Eh non, ceci n’est pas un article sur l’allaitement 🙂 Bien que je continue à allaiter M, mais il n’y a pas grand-chose à en dire, à part le fait qu’elle est complètement sevrée… du lait en poudre.

Quand j’étais petite, mes parents, et en particulier mon père, étaient considérés par beaucoup de leurs amis et familles comme très fusionnels avec moi. Parfois trop. Par exemple, lors des nombreux déjeuners et dîners avec beaucoup de gens auxquels nous avons assisté dans mon enfance (mariages, réunions associatives, etc.), nous avons toujours évité autant que possible les « tables des enfants ». Je détestais ça et exigeais de rester avec mes parents, qui étaient je pense assez heureux de me garder auprès d’eux. Très souvent, les déjeuners et dîners en question étaient interminables, alors je prenais un livre et lisais tranquillement entre les plats tandis que les adultes discutaient.

J’ai un très mauvais souvenir des rares fois où j’ai été exilée à la « table des enfants ». La nourriture se résumait généralement à un « menu enfant » très fade, avec abondance de boissons sucrées (et je ne buvais que de l’eau). Les autres enfants profitaient de l’absence de leurs parents pour manger très salement, dire des méchancetés, faire des bêtises diverses, s’en prendre les uns aux autres. J’avais la nette impression qu’on m’abandonnait avec des gens pas très gentils, potentiellement agressifs, alors que je n’avais rien fait de mal ! Je ne jouais pas beaucoup avec les autres enfants. J’étais sans doute déjà l’emmerdeuse sociale que je suis aujourd’hui, qui ne boit pas beaucoup, n’aime pas spécialement faire la fête et a du mal à s’intégrer dans des groupes 🙂

J’ai repensé à ça récemment. Mon mari et moi avions été invités à un dîner « des jeunes couples ». Nous nous étions inscrits et nous réjouissions d’y aller, jusqu’à ce que nous comprenions ce qui était certainement évident pour les organisateurs : « couple » n’inclut pas forcément les enfants. Voire, cela signifie « sans les enfants ». L’organisation en dîner placé à des tables de 10 corroborait cette hypothèse… Finalement nous n’y sommes pas allés. Pour moi, une occasion sociale sans M, surtout un week-end… ça m’intéresse beaucoup moins.

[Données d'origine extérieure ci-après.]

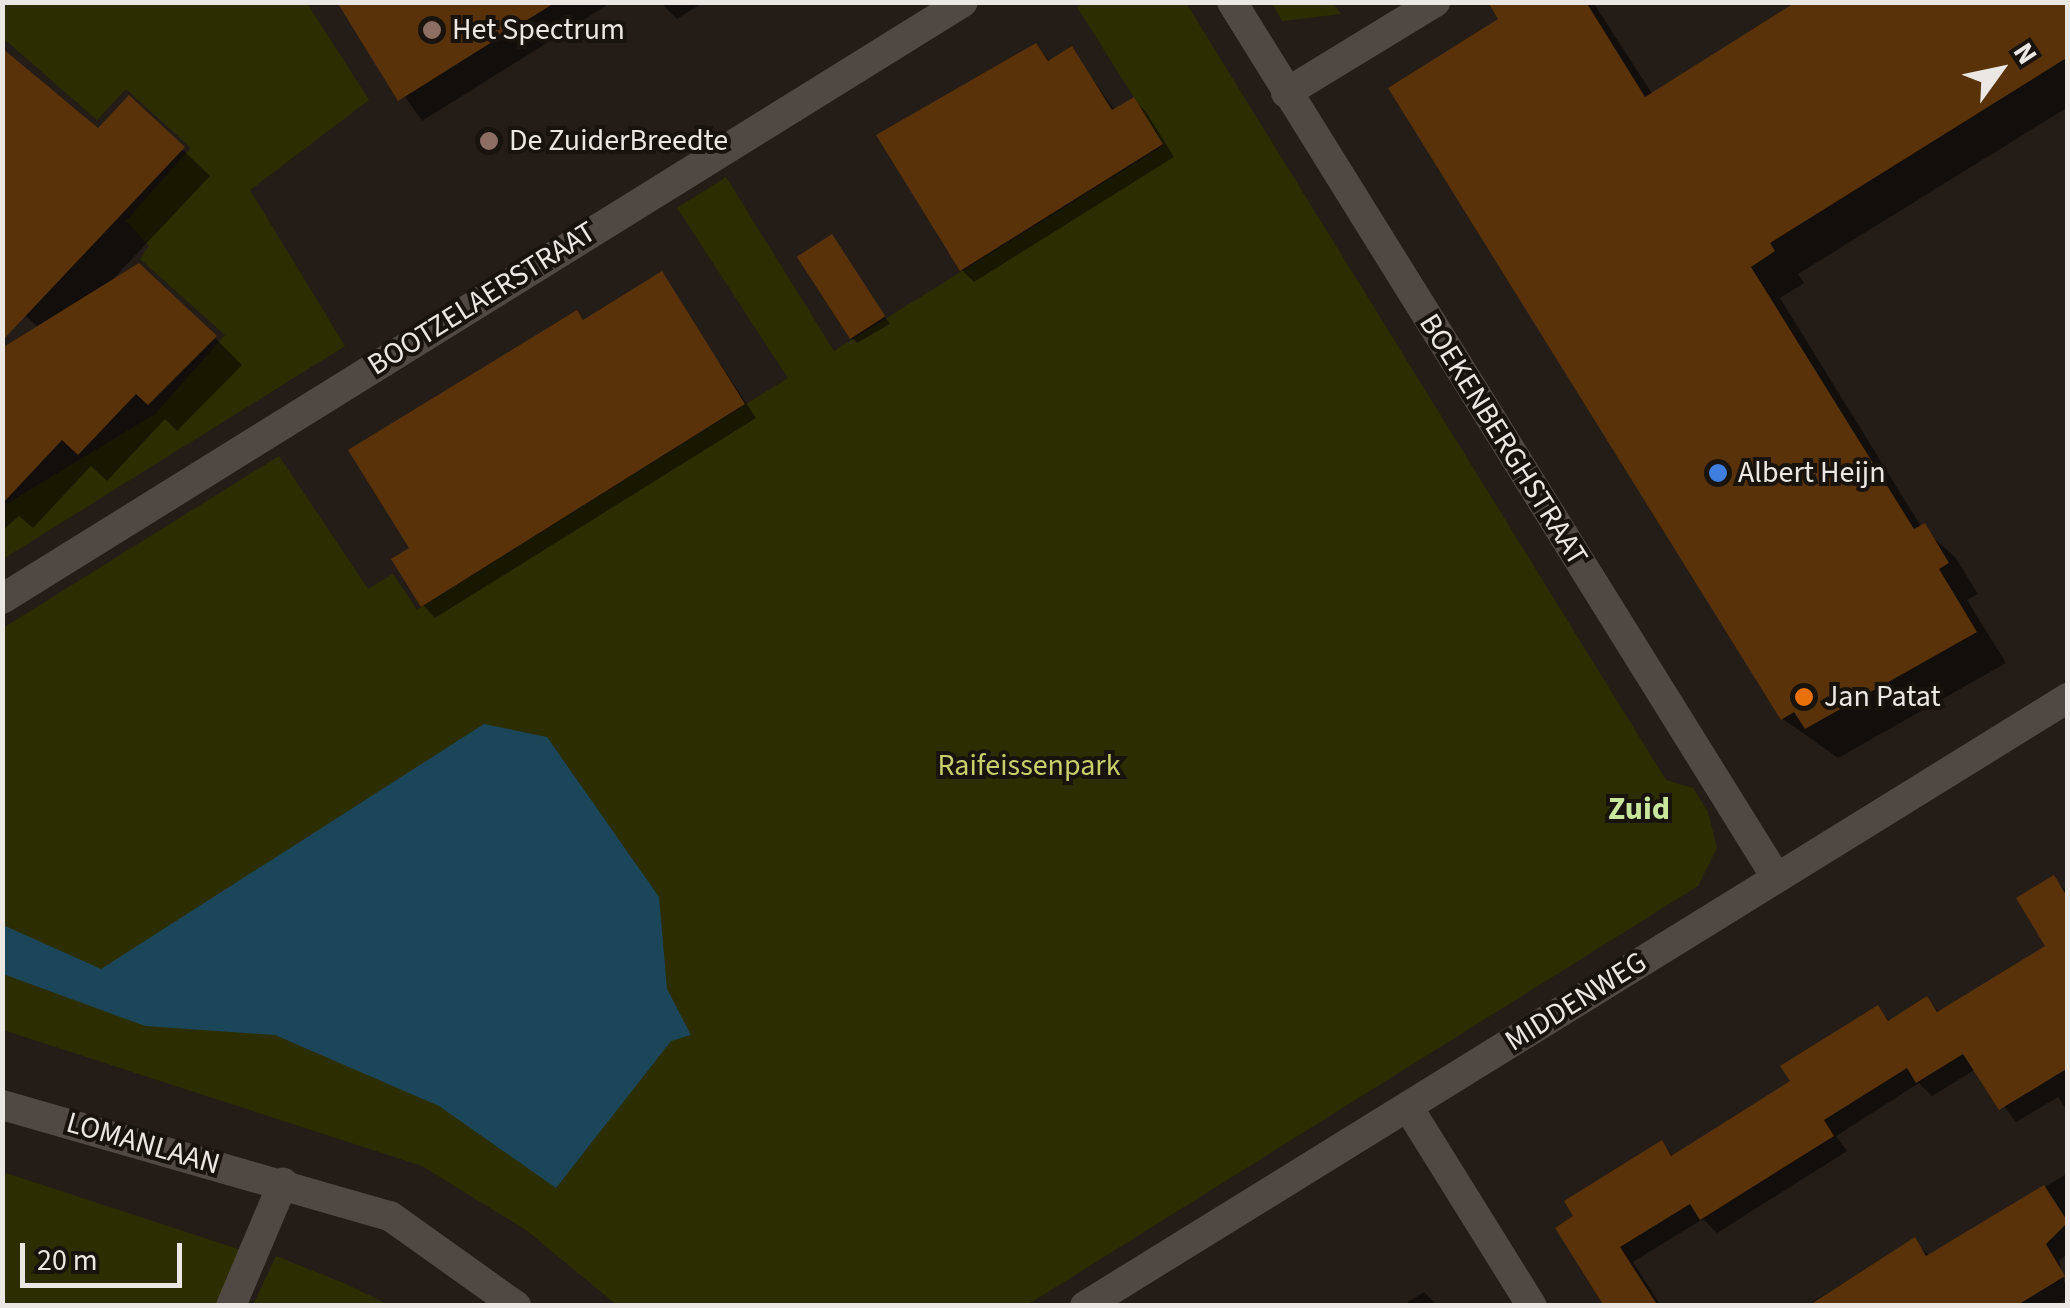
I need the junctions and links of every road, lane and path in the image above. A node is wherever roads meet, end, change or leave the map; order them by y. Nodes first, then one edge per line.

Ce n’est pas seulement parce qu’il faut la faire garder et que ça demande de l’organisation et un peu d’argent. Je me dis que nous la voyons si peu pendant la semaine, avec nos horaires de travail, qu’il faut profiter des week-ends. Et j’aime passer du temps avec ma fille. Elle est vive, intelligente, drôle, gentille. C’est très agréable de passer du temps avec elle, et elle nous a prouvé que nous pouvons l’emmener quasiment partout (l’exception étant les spectacles : théâtre, concert, opéra, cinéma).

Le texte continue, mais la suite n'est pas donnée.